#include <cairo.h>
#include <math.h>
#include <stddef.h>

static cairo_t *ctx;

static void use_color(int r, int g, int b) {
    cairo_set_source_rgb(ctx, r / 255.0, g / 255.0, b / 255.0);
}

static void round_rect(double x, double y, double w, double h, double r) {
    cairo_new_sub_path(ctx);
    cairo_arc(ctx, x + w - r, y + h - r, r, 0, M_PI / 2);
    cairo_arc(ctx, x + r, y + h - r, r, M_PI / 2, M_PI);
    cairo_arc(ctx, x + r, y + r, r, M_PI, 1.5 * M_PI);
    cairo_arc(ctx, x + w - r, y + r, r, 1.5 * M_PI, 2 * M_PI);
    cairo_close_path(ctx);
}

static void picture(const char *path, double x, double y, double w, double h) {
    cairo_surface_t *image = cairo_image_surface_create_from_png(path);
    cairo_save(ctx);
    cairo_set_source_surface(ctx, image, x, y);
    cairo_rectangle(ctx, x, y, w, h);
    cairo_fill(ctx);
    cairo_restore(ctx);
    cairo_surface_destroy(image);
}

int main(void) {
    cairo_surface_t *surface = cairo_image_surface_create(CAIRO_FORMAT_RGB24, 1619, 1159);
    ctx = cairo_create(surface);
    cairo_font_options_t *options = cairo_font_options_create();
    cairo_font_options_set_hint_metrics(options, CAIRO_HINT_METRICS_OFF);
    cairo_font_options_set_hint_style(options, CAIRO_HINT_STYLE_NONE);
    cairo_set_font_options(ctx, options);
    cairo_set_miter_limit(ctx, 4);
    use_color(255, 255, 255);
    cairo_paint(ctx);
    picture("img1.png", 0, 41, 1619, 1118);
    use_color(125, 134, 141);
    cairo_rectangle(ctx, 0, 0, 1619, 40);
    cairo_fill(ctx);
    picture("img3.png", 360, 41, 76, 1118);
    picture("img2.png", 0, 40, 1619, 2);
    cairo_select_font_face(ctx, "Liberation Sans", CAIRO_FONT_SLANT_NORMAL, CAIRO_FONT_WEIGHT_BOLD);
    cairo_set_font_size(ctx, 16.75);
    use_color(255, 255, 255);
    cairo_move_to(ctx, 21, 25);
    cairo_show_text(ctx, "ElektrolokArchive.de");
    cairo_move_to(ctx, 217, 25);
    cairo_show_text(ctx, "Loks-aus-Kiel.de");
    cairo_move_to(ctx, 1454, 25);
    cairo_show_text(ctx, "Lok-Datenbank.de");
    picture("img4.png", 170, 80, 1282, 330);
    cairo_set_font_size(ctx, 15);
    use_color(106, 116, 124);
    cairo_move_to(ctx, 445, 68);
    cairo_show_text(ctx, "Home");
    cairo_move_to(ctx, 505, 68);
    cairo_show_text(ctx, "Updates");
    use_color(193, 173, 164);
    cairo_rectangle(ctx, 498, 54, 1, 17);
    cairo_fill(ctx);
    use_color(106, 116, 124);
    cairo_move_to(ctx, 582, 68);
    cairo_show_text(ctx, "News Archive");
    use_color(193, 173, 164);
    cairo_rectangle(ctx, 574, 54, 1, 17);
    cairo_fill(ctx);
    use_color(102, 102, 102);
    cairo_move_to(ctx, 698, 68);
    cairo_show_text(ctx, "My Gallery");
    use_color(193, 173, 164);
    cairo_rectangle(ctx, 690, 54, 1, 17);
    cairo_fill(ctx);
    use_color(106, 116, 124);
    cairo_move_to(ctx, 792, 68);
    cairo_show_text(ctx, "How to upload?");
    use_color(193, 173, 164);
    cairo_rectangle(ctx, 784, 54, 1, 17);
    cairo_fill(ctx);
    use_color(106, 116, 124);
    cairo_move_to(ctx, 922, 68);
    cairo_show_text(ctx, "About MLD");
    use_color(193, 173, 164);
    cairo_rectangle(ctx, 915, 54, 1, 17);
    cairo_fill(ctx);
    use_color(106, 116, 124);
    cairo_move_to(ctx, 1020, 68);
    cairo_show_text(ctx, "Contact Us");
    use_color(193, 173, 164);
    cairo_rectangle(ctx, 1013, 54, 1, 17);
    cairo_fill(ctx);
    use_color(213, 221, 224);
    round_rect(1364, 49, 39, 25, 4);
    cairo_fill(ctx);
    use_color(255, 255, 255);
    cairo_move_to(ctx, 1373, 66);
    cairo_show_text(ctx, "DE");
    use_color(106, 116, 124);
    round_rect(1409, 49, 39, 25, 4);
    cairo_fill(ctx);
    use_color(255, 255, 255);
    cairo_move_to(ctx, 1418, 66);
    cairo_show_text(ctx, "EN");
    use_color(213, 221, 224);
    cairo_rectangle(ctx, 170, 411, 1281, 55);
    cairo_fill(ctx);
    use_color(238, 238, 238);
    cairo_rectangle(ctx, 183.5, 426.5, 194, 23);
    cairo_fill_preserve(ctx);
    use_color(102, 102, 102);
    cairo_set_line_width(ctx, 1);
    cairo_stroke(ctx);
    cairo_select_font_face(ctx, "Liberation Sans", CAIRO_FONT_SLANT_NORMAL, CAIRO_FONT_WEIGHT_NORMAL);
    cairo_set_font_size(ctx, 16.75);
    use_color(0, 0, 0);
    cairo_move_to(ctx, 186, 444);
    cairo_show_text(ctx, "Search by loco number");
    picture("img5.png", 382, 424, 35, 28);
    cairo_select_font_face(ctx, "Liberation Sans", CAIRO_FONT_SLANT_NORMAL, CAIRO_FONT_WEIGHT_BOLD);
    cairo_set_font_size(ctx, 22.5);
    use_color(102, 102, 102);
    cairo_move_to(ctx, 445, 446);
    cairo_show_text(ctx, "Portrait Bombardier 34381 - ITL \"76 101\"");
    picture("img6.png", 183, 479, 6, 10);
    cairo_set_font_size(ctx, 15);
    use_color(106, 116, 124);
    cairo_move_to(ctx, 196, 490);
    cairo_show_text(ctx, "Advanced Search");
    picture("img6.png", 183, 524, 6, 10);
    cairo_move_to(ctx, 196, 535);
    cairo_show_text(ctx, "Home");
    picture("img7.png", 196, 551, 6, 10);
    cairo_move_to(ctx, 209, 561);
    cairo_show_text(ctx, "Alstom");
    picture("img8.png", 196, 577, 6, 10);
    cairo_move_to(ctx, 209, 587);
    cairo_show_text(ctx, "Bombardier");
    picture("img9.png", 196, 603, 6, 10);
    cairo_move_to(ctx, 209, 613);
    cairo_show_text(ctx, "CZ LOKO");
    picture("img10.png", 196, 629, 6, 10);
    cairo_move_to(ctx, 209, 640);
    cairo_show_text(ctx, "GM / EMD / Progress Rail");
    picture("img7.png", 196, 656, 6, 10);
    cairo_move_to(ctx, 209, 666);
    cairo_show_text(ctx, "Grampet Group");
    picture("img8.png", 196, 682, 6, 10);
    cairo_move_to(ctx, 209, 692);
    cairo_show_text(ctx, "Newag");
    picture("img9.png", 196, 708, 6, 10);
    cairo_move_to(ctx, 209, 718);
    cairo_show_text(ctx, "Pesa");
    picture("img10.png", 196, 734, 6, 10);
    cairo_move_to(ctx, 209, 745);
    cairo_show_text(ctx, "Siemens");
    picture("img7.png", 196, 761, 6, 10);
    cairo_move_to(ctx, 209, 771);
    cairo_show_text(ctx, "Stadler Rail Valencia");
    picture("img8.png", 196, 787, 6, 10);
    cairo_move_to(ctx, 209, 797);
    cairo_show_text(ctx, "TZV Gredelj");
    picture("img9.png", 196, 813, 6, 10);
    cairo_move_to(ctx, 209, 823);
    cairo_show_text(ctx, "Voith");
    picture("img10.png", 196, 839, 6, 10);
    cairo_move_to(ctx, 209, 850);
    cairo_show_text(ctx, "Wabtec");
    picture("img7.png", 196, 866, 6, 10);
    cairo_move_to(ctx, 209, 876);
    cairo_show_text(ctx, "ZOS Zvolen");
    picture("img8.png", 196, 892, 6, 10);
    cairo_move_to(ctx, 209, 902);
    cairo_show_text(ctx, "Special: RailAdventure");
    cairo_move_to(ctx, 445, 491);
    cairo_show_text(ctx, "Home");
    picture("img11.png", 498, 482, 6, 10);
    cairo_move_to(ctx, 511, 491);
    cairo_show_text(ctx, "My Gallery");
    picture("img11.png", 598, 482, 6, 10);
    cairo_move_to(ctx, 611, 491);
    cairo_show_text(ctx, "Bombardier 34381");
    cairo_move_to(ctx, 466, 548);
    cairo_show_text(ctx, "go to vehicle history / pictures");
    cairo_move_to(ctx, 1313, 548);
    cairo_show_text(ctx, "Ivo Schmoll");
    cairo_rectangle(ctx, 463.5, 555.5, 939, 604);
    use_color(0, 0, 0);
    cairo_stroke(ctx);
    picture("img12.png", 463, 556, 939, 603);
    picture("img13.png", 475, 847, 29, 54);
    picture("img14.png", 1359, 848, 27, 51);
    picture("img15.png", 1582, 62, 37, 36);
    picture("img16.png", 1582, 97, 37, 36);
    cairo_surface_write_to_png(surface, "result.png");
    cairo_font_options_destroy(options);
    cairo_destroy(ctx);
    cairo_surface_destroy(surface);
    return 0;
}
──────
Problem to solve> Using the data above, return each line that includes the word "void".

Result below>
static void use_color(int r, int g, int b) {
static void round_rect(double x, double y, double w, double h, double r) {
static void picture(const char *path, double x, double y, double w, double h) {
int main(void) {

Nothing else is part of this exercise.